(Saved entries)
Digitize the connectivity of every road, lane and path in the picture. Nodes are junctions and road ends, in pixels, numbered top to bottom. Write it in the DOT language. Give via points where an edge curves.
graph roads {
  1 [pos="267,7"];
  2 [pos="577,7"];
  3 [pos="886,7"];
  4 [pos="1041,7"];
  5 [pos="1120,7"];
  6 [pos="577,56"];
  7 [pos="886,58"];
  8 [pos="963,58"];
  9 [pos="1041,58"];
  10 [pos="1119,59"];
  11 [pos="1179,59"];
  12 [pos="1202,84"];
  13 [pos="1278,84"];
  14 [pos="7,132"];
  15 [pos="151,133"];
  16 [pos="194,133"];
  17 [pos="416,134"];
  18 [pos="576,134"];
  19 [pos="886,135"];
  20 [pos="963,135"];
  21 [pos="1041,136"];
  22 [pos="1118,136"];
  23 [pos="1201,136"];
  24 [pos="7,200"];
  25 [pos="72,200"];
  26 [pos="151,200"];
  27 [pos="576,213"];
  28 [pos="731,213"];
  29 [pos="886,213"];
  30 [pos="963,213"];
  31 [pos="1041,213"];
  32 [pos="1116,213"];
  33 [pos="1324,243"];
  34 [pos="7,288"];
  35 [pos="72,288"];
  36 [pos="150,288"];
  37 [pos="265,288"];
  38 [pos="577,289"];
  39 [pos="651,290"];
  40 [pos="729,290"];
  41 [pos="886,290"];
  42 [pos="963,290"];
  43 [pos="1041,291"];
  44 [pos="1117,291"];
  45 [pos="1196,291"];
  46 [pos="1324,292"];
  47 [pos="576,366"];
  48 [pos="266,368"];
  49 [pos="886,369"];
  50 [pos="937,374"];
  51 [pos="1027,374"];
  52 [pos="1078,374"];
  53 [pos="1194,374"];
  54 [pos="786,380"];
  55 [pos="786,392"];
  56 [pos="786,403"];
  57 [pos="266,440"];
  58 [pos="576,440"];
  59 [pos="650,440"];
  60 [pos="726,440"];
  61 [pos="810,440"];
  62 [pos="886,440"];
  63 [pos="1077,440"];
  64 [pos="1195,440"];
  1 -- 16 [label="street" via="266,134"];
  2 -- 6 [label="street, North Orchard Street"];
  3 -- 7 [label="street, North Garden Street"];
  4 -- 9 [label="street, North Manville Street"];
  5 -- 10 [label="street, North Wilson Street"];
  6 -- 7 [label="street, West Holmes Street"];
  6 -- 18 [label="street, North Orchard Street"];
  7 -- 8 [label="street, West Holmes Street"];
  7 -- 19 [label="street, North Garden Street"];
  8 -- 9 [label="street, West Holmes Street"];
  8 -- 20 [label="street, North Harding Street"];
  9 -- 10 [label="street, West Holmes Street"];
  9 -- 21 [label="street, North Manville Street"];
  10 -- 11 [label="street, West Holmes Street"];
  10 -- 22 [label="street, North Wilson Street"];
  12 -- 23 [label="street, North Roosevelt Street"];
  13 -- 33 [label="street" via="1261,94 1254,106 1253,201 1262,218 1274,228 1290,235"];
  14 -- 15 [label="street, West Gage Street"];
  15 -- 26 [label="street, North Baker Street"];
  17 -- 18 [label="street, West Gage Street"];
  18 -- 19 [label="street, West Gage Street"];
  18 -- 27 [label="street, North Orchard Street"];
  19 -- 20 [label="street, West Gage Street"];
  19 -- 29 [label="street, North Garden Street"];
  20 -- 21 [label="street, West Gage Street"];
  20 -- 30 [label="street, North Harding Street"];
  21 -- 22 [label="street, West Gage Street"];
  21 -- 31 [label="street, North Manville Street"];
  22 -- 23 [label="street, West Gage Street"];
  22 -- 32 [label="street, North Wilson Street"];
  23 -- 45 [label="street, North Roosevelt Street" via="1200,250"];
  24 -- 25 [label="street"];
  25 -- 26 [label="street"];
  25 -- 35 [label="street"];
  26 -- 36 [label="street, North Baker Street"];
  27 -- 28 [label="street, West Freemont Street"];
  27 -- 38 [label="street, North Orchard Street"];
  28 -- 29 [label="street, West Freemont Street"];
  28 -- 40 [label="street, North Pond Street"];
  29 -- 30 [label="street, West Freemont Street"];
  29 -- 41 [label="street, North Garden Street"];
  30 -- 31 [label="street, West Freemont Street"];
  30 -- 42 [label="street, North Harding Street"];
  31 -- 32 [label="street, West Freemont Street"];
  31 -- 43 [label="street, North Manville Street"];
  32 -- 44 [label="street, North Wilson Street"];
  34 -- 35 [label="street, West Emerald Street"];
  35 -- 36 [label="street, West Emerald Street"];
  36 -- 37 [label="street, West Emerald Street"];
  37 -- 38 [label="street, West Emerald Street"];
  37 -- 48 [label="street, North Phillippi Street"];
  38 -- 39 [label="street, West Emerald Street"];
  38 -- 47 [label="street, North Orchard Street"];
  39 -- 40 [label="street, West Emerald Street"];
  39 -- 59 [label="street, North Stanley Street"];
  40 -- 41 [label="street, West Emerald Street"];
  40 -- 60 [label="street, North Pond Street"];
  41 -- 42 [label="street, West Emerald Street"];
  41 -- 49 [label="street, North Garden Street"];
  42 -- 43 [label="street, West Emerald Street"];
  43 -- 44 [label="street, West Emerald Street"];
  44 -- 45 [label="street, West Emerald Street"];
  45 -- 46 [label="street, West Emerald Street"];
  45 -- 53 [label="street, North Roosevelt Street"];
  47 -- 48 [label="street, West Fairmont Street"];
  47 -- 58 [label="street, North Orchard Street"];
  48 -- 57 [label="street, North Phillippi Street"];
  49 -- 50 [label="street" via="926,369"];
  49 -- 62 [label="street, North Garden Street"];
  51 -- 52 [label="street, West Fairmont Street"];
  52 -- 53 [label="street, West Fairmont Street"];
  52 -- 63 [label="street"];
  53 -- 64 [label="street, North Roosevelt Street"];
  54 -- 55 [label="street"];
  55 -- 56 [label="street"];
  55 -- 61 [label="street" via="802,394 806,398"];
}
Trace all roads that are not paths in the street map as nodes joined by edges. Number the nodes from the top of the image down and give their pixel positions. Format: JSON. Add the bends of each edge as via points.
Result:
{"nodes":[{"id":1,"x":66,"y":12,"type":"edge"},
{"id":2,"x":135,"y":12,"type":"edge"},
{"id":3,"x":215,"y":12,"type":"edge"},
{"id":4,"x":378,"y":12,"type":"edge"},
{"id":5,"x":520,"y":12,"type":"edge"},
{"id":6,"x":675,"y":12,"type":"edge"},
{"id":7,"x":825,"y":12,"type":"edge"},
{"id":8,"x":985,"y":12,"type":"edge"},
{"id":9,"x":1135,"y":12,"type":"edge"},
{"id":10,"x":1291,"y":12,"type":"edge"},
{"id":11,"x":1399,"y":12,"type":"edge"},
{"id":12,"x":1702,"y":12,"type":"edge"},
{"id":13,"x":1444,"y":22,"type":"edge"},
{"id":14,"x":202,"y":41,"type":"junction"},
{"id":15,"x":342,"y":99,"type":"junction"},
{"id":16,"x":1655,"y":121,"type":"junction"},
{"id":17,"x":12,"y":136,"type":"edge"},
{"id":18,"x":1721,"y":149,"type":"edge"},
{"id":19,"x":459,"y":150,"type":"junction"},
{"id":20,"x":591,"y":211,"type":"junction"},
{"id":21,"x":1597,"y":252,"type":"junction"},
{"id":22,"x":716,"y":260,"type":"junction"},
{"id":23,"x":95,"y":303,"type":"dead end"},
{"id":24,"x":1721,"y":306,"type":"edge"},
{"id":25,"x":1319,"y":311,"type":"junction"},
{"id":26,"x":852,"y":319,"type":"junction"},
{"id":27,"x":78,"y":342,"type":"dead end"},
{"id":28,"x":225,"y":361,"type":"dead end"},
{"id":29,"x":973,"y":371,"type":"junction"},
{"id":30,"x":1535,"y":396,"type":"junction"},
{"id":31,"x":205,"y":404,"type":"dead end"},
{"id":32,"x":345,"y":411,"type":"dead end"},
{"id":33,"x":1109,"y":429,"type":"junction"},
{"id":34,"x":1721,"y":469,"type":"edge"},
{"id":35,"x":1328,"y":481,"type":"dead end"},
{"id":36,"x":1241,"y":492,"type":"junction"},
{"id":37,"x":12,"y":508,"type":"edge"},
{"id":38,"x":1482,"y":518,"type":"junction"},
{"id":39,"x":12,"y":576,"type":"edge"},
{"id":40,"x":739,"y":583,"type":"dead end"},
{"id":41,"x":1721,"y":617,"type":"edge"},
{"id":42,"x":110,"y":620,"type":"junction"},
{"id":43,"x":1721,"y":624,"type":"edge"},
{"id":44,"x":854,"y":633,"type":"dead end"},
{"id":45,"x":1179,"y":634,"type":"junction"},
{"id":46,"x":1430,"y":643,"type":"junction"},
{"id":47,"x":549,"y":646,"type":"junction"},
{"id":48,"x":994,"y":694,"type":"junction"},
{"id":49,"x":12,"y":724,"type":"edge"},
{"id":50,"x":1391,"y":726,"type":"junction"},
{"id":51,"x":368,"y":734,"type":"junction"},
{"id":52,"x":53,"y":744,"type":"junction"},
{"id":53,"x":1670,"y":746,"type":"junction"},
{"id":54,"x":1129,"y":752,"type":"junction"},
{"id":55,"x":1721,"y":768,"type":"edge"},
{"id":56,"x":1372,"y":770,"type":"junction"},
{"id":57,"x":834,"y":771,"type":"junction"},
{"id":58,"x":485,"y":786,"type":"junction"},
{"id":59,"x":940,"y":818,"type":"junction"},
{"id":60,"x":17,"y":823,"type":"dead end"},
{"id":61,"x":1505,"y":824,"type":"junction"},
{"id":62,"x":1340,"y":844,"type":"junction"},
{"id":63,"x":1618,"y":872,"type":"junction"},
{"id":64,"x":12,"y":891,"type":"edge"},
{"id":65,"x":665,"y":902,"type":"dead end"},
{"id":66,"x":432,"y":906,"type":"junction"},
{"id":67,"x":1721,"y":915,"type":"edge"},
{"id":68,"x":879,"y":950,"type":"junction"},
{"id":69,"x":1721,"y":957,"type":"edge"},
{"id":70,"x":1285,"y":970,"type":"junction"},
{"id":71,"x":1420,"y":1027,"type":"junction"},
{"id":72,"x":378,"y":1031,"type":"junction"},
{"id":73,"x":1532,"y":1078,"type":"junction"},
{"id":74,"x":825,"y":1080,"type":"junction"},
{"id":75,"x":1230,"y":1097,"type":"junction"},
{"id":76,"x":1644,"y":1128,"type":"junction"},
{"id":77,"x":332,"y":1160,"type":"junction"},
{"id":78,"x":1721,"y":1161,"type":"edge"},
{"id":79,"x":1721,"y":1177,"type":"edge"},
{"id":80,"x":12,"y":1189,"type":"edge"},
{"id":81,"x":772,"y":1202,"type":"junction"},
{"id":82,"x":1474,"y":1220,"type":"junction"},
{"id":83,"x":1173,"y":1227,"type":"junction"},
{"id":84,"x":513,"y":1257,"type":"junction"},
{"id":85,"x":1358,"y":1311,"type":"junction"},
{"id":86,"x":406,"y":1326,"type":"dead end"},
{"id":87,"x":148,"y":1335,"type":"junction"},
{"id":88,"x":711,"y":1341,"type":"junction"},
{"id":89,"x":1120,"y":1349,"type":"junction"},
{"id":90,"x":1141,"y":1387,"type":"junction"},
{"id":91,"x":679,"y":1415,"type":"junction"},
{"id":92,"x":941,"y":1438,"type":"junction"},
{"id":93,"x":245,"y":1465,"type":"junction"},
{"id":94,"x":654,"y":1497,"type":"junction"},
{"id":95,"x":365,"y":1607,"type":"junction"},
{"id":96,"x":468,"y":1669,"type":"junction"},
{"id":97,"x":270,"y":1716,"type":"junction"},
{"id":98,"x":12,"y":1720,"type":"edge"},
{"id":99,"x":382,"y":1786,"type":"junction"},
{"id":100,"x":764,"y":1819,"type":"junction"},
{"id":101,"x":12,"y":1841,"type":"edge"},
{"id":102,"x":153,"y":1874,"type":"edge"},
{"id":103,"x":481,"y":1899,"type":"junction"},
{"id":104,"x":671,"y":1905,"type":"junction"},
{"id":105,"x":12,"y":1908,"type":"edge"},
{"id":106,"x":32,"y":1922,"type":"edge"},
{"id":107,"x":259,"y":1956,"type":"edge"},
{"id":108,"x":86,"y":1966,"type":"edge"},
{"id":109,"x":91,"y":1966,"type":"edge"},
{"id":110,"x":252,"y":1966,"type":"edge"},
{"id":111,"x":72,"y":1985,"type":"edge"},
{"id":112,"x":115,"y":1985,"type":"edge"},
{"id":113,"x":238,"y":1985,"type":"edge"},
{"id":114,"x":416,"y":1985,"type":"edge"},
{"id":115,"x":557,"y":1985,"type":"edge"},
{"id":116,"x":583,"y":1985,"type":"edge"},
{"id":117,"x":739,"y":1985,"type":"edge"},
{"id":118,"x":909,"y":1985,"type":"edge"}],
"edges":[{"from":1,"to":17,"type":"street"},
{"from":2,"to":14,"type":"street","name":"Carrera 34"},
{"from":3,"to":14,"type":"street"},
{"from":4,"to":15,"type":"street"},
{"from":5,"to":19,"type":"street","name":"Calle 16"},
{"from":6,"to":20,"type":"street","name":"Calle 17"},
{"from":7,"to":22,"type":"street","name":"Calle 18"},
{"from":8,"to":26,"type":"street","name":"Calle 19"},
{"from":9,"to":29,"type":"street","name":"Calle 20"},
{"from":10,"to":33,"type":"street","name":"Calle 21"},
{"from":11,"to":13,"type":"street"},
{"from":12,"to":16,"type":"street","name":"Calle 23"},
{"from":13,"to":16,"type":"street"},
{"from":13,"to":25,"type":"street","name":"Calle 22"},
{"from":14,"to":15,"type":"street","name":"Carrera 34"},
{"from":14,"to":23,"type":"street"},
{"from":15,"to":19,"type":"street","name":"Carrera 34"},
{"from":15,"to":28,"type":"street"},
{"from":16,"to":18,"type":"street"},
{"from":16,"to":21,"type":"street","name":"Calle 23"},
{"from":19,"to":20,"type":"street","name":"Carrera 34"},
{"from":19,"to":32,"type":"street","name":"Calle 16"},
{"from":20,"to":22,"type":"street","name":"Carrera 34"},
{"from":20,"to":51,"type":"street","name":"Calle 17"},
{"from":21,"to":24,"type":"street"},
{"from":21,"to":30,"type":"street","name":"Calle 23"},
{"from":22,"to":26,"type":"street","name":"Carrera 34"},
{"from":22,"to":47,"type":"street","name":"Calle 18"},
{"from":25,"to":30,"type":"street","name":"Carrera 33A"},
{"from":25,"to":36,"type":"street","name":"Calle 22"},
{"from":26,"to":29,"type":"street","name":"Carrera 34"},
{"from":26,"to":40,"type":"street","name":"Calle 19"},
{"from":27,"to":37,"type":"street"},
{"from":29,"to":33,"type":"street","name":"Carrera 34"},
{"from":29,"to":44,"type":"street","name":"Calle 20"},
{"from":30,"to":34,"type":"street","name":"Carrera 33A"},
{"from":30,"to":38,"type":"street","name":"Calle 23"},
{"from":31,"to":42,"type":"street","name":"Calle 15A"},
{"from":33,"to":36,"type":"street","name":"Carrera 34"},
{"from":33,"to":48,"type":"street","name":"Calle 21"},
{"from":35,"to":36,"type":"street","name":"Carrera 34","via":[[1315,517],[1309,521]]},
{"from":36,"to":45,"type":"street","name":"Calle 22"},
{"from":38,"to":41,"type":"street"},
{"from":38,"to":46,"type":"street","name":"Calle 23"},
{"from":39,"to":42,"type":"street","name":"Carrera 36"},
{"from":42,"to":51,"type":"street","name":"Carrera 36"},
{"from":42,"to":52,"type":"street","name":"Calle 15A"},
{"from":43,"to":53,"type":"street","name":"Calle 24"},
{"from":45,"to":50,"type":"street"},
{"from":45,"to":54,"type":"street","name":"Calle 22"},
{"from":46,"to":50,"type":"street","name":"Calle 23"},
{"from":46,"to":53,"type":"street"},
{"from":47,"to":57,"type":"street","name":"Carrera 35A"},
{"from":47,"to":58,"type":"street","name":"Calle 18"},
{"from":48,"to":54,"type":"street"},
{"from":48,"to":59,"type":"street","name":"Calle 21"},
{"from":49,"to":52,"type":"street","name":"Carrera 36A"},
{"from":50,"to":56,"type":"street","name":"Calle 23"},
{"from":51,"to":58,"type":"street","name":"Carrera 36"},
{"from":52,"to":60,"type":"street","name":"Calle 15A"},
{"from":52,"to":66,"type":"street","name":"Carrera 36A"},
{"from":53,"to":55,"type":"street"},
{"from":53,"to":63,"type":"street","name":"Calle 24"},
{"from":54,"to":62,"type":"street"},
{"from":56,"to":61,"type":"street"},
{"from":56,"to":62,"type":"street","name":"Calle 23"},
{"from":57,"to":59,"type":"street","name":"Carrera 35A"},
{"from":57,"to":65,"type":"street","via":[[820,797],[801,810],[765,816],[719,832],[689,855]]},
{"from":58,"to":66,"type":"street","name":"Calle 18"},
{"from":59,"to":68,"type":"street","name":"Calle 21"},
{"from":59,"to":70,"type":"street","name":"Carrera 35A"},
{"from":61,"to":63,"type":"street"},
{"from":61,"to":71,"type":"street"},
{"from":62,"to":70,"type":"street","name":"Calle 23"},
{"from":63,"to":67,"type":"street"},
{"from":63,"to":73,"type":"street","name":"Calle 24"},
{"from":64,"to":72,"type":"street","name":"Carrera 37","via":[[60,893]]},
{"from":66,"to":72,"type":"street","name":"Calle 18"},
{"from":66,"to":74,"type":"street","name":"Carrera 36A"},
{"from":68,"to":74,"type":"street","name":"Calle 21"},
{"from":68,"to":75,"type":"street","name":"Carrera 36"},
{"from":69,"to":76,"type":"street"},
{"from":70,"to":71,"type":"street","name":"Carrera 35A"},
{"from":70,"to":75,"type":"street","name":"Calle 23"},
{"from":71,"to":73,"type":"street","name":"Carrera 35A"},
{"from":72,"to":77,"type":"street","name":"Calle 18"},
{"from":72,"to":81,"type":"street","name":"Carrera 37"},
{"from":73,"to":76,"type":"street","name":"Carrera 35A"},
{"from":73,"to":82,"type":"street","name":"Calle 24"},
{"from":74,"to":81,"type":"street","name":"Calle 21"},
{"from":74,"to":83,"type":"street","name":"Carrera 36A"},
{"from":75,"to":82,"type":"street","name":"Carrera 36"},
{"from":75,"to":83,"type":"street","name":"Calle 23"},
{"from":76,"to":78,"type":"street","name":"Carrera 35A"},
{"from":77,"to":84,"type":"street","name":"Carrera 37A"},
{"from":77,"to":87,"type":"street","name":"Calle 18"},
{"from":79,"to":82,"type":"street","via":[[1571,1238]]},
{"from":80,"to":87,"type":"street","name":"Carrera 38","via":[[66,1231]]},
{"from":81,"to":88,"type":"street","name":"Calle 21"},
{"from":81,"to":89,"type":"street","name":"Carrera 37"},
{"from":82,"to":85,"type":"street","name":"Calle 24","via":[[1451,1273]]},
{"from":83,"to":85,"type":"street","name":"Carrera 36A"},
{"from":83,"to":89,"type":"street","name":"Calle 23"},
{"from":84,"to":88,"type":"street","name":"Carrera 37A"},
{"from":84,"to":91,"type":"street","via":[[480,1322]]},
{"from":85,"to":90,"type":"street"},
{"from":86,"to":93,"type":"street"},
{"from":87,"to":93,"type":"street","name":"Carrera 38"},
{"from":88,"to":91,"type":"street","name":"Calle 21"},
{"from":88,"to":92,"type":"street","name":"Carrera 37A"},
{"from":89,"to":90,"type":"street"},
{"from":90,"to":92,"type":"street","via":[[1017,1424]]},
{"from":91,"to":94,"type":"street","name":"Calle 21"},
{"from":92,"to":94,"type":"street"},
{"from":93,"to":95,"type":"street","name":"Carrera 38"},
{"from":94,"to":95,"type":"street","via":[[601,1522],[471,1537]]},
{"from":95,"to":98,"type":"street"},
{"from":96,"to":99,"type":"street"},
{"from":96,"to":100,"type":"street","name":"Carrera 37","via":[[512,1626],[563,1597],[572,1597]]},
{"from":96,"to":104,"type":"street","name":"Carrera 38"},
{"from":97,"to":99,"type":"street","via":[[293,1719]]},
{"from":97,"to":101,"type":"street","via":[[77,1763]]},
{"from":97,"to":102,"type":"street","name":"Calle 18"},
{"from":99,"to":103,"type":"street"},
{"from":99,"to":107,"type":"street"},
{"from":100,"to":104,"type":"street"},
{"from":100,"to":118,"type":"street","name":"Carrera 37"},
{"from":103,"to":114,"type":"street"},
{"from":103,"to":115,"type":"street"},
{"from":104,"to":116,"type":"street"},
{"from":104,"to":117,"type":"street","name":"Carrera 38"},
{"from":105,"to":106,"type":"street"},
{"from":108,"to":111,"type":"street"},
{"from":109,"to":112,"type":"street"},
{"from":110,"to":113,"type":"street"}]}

Aim of the exercise: Find the word "edges" in the entries and show each line where it is found.

Result of the task:
Trace all roads that are not paths in the street map as nodes joined by edges. Number the nodes from the top of the image down and give their pixel positions. Format: JSON. Add the bends of each edge as via points.
"edges":[{"from":1,"to":17,"type":"street"},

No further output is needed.